Concernant le manque de qualification des techniciens de laboratoire dénoncé par les grévistes, la direction réfute ces accusations en affirmant que tous leurs techniciens de laboratoires ont des diplômes certifiés par l’ARS. Il en va cependant de la responsabilité du technicien de faire valider son diplôme afin d’obtenir un numéro ADELI. « Il s’agit d’une simple démarche administrative », expliquent les directeurs. En revanche, concernant le manque de personnel, la direction affirme qu’elle fait son possible pour faire venir du personnel qualifié sur l’île mais que personne ne veut venir à Mayotte. « Et au vu du climat social, cela ne va pas arranger les choses », déplorent le Docteur Troalen et le Docteur Bonnave.
« Les grévistes veulent la mort du laboratoire »
« On a l’impression que les grévistes veulent la mort du laboratoire », déplore le Docteur Troalen qui affirme qu’il n’est pas impossible que la direction mette la clé sous la porte si la situation ne vient pas à se calmer. Les grévistes souhaitent en effet l’arrêt de la prise en charge des analyses du laboratoire en PMI qui représente la moitié de leur activité. « S’ils attaquent cela, cela mettra un terme à l’activité de la structure », expliquent les deux directeurs. Les grévistes souhaitent également l’implantation d’un autre laboratoire d’analyse sur le territoire, ce qui mettrait aussi en péril les activités de Mayo Bio.
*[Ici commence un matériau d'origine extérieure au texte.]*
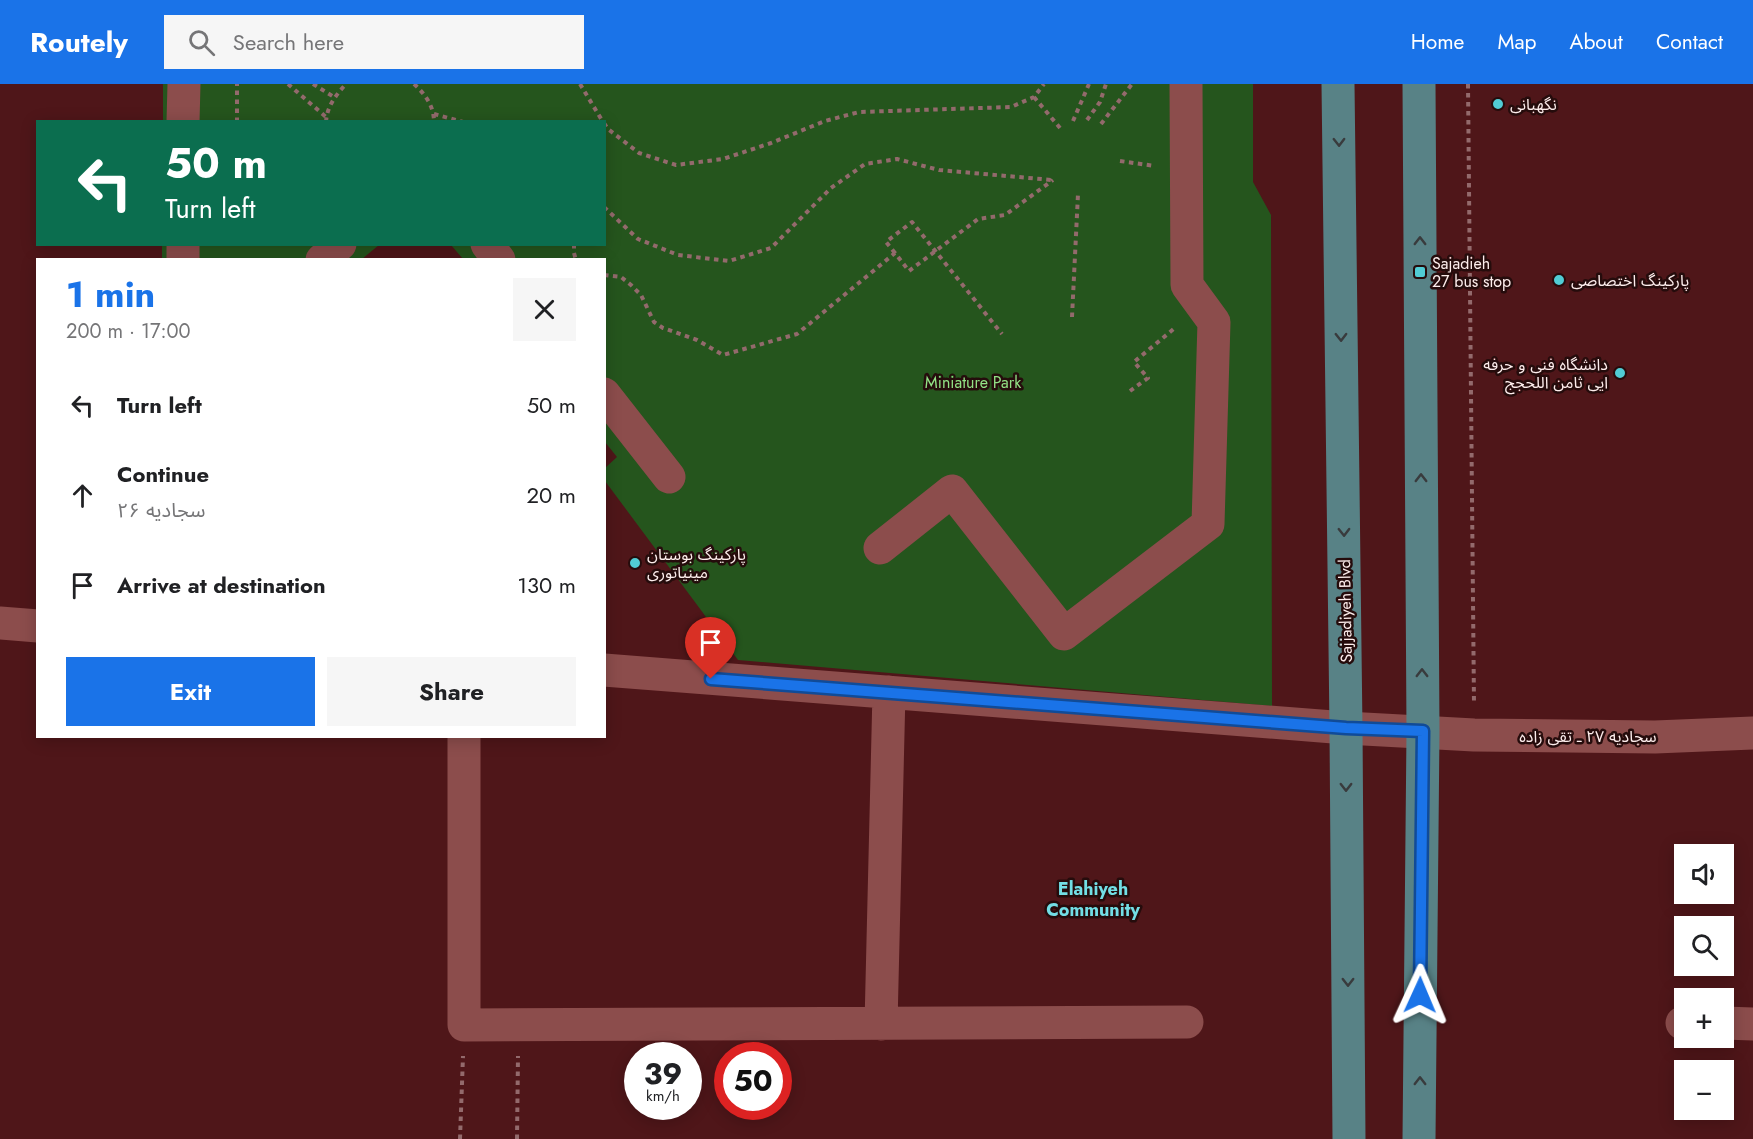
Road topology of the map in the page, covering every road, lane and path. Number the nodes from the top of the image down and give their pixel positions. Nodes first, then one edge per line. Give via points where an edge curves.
1 (184, 84) edge
2 (237, 84) edge
3 (288, 84) edge
4 (313, 84) edge
5 (346, 84) edge
6 (414, 84) edge
7 (580, 84) edge
8 (1044, 84) edge
9 (1089, 84) edge
10 (1106, 84) edge
11 (1132, 84) edge
12 (1186, 84) edge
13 (1338, 84) edge
14 (1419, 84) edge
15 (1468, 84) edge
16 (334, 97) junction
17 (1034, 98) junction
18 (434, 114) junction
19 (326, 119) edge
20 (183, 120) edge
21 (237, 120) edge
22 (434, 120) edge
23 (456, 120) edge
24 (603, 120) edge
25 (1087, 120) dead end
26 (1073, 121) dead end
27 (1101, 124) dead end
28 (606, 126) edge
29 (1060, 128) dead end
30 (1078, 194) dead end
31 (606, 209) edge
32 (338, 246) edge
33 (935, 251) junction
34 (895, 253) junction
35 (324, 258) edge
36 (606, 274) edge
37 (1202, 305) junction
38 (1072, 317) dead end
39 (1002, 334) dead end
40 (1130, 391) dead end
41 (606, 397) edge
42 (669, 477) dead end
43 (880, 548) dead end
44 (0, 623) edge
45 (36, 626) edge
46 (606, 670) edge
47 (889, 692) junction
48 (1346, 728) junction
49 (1423, 731) junction
50 (1753, 732) edge
51 (1474, 735) junction
52 (464, 738) edge
53 (1187, 1022) dead end
54 (1734, 1023) edge
55 (881, 1024) junction
56 (1753, 1024) edge
57 (464, 1025) junction
58 (518, 1025) junction
59 (460, 1139) edge
60 (517, 1139) edge
61 (1349, 1139) edge
62 (1419, 1139) edge

1 - 20 street
2 - 21 path
3 - 19 path
4 - 16 path
5 - 16 path
6 - 18 path via 425,94
7 - 24 path
8 - 17 path
9 - 26 path
10 - 25 path via 1100,102
11 - 27 path
12 - 37 street via 1187,285
13 -> 48 main road, Sajjadiyeh Blvd
49 -> 14 main road
15 - 51 path
16 - 19 path
17 - 28 path via 1011,107 859,112 723,159 676,165 639,153
17 - 29 path
18 - 22 path
18 - 23 path
30 - 38 path
31 - 33 path via 638,239 678,255 729,261 771,248 831,188 865,164 897,159 939,170 1053,180 1005,215 978,219
32 - 35 street
33 - 34 path via 909,272
33 - 34 path via 912,222 886,242
33 - 39 path
34 - 36 path via 797,334 723,356 654,322 631,285 621,277
37 - 40 path via 1134,362 1148,378
37 - 43 street via 1214,322 1208,524 1064,634 952,491
41 - 42 street
44 - 45 street
46 - 47 street, سجادیه ۲۷ ـ تقی زاده
47 - 48 street, سجادیه ۲۷ ـ تقی زاده
47 - 55 street
48 - 49 street, سجادیه ۲۷ ـ تقی زاده
48 -> 61 main road, Sajjadiyeh Blvd
49 - 51 street, سجادیه ۲۷ ـ تقی زاده
62 -> 49 main road
50 - 51 street, سجادیه ۲۷ ـ تقی زاده via 1655,737
52 - 57 street
53 - 55 street
54 - 56 street
55 - 58 street
57 - 58 street
57 - 59 path
58 - 60 path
En tout cas, pour le moment, la situation semble bloquée malgré quelques échanges de mails entre les syndicats et la direction. Les grévistes prônent une grève illimitée tandis que la direction refuse toute négociation tant que le laboratoire sera ainsi bloqué par les grévistes qui ne sont pourtant qu’au nombre de 15 sur les 28 salariés que compte l’entreprise.